Do you know of any more books on Roman Catholicism. I try to find, _The Pope and the Council by Von Döllinger_ online but could not find it, do you know where I can maybe look?


----------



## DTK (Feb 15, 2007)

SolaGratia said:


> Do you know of any more books on Roman Catholicism. I try to find, _The Pope and the Council by Von Döllinger_ online but could not find it, do you know where I can maybe look?


There are many books available today on Roman Catholicism. Bill Webster's book, _The Church of Rome at the Bar of History_ is very good. I suppose I would need to know what specific issues, regarding Roman Catholicism, are of interest to you.

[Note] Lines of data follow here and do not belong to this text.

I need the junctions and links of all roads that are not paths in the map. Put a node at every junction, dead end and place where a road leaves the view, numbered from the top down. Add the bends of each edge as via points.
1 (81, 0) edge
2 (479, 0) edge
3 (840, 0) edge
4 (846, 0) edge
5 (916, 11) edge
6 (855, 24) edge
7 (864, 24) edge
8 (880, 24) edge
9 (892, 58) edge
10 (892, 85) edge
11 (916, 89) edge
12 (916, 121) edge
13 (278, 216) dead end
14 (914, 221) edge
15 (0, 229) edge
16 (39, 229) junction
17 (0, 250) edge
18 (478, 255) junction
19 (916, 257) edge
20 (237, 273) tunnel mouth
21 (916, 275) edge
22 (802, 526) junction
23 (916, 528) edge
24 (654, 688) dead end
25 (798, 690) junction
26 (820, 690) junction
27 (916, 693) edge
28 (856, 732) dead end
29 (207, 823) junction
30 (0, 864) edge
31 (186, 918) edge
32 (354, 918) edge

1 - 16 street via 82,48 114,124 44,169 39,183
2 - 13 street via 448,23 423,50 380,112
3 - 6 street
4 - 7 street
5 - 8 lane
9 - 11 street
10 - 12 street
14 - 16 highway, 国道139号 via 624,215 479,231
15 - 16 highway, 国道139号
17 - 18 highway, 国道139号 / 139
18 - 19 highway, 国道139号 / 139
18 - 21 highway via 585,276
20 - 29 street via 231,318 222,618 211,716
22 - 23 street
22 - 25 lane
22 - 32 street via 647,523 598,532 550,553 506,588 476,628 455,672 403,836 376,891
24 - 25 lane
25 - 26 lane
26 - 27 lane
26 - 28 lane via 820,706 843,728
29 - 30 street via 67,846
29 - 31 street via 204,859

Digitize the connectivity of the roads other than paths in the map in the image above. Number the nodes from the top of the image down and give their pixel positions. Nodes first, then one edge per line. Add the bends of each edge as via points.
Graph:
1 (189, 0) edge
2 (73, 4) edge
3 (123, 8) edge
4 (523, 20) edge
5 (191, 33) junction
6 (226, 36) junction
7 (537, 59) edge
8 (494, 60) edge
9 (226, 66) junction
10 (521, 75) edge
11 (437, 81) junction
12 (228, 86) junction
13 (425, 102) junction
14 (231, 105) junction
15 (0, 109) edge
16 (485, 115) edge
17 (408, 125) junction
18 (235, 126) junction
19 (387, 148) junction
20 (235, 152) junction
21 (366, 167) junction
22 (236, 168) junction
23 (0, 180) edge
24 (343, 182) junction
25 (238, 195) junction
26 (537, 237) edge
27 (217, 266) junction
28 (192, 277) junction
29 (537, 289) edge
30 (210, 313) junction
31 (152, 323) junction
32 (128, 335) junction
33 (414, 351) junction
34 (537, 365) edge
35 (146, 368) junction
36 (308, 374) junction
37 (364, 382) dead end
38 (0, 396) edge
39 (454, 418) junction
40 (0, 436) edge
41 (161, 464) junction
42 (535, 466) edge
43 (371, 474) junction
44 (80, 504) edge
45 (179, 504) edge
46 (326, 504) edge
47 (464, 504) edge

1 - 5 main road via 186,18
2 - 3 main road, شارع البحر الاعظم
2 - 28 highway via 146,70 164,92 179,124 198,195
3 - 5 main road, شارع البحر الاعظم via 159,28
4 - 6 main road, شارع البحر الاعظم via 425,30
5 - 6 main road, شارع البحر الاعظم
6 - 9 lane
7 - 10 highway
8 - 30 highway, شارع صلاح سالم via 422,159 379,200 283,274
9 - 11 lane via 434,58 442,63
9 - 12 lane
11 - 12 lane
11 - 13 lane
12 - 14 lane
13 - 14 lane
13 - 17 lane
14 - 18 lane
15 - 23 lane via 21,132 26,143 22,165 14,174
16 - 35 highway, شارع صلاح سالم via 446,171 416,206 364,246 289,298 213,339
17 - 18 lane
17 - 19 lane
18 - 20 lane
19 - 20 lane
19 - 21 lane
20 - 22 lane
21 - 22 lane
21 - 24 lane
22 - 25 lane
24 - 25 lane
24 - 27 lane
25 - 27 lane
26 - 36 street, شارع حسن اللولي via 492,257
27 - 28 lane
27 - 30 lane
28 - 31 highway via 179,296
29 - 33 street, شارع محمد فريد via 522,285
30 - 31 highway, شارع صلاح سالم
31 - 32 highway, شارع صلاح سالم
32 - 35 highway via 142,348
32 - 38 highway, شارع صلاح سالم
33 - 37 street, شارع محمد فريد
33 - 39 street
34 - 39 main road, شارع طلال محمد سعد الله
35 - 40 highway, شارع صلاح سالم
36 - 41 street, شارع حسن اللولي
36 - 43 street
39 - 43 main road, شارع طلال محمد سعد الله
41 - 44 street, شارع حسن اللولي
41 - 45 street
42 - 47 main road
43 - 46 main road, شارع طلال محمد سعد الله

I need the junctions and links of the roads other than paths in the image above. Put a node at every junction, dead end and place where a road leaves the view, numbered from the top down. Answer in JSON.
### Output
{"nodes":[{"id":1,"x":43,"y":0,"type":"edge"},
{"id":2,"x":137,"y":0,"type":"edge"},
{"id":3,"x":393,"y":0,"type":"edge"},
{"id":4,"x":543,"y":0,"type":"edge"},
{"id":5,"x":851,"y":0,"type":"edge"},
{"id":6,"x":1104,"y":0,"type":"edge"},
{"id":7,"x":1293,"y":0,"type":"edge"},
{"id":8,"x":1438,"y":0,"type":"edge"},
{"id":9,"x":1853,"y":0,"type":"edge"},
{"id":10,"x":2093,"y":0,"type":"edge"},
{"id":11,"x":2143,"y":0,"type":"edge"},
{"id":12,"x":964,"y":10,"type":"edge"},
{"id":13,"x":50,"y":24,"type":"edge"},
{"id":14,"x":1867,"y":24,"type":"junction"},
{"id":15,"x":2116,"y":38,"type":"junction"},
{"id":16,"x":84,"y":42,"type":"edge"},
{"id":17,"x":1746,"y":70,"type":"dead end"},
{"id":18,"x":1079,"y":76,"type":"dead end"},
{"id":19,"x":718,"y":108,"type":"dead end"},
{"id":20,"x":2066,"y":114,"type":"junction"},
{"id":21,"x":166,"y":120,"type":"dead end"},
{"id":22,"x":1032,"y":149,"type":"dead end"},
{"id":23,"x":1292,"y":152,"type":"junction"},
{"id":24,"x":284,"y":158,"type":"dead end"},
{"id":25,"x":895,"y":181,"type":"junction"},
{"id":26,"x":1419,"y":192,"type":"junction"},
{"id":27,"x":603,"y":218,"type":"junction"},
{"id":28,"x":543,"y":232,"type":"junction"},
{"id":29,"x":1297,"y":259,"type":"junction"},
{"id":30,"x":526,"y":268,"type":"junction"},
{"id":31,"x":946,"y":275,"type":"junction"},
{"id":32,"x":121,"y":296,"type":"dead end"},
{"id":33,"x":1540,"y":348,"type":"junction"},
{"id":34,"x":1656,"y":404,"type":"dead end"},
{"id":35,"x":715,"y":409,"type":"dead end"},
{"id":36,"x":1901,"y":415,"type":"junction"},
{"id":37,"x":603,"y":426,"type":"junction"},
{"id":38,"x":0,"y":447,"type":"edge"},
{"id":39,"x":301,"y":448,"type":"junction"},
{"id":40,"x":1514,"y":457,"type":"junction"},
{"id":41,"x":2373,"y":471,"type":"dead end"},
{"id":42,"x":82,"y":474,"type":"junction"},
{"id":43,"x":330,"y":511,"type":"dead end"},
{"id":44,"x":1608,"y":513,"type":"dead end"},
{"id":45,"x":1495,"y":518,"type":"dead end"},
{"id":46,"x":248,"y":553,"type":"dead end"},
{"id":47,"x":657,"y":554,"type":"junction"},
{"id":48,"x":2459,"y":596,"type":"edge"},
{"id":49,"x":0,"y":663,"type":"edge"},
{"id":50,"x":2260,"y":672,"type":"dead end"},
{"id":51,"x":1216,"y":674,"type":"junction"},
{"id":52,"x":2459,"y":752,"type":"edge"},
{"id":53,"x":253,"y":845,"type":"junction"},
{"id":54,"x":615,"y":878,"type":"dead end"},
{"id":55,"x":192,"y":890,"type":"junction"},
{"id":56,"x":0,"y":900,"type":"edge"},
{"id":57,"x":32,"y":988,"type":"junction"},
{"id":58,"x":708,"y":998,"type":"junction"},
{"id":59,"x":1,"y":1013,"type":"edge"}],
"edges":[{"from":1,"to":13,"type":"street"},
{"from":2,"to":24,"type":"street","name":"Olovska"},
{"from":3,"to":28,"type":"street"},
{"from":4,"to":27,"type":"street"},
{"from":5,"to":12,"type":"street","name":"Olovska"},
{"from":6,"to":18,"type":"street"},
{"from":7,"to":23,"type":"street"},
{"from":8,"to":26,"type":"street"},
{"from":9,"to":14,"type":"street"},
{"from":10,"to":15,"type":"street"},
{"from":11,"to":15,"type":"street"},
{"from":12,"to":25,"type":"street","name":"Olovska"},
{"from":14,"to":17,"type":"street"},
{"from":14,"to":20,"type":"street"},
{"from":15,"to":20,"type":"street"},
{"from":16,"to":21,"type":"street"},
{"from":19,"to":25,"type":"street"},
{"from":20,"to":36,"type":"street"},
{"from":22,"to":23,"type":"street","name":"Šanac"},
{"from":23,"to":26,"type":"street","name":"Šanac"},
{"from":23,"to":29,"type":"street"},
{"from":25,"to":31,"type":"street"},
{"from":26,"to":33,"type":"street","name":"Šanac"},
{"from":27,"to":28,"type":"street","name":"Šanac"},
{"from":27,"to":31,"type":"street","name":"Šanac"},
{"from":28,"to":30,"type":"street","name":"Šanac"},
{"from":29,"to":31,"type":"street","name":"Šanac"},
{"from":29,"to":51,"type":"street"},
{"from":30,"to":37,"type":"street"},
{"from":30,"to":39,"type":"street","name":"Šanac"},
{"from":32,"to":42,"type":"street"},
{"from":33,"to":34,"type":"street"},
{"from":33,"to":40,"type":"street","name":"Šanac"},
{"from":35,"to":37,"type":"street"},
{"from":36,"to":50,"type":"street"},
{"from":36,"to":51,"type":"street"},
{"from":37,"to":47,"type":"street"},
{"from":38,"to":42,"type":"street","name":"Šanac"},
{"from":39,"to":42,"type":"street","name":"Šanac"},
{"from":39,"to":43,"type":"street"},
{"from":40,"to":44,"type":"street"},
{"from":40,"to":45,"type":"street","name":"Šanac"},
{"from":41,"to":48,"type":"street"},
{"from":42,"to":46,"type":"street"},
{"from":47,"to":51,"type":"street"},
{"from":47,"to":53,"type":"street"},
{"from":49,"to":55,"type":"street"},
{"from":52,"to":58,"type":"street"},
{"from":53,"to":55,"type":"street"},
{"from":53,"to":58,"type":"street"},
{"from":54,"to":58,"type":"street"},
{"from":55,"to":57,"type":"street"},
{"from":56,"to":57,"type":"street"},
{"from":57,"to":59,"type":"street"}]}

I just looked and found a few used copies of _The Pope and the Council_ for sale at http://www.bookfinder.com/ . Mine is a bound photocopy. 

DTK


----------



## VirginiaHuguenot (Feb 15, 2007)

Available online here:

Johann Joseph Ignaz von Döllinger (aka Janus), _The Pope and the Council_


----------



## Beoga (Mar 3, 2007)

I want to second (or possibly third) Bill Webster's work. His The Matthew 16 Controversy is an excellent read, fill with tons of quotes from early Church Fathers. It is a good tool when discussing the topic with RC because so many times the RC will go, "The early church fathers said this..." or "the early church fathers said that..." and Bill goes in and actually looks at the early church fathers.
Another book that has been highly recommended to me, which I have, but have not read yet, is Peter: Disciple, Apostle, Martyr by Oscar Cullman.


----------



## Mathetes (Mar 14, 2007)

I would also recommend a few of Eric Svendsen's books, particularily "Evangelical Answers", and for a shorter (but quite powerful) work, "Upon This Slippery Rock". His book on Mary is good as well.


----------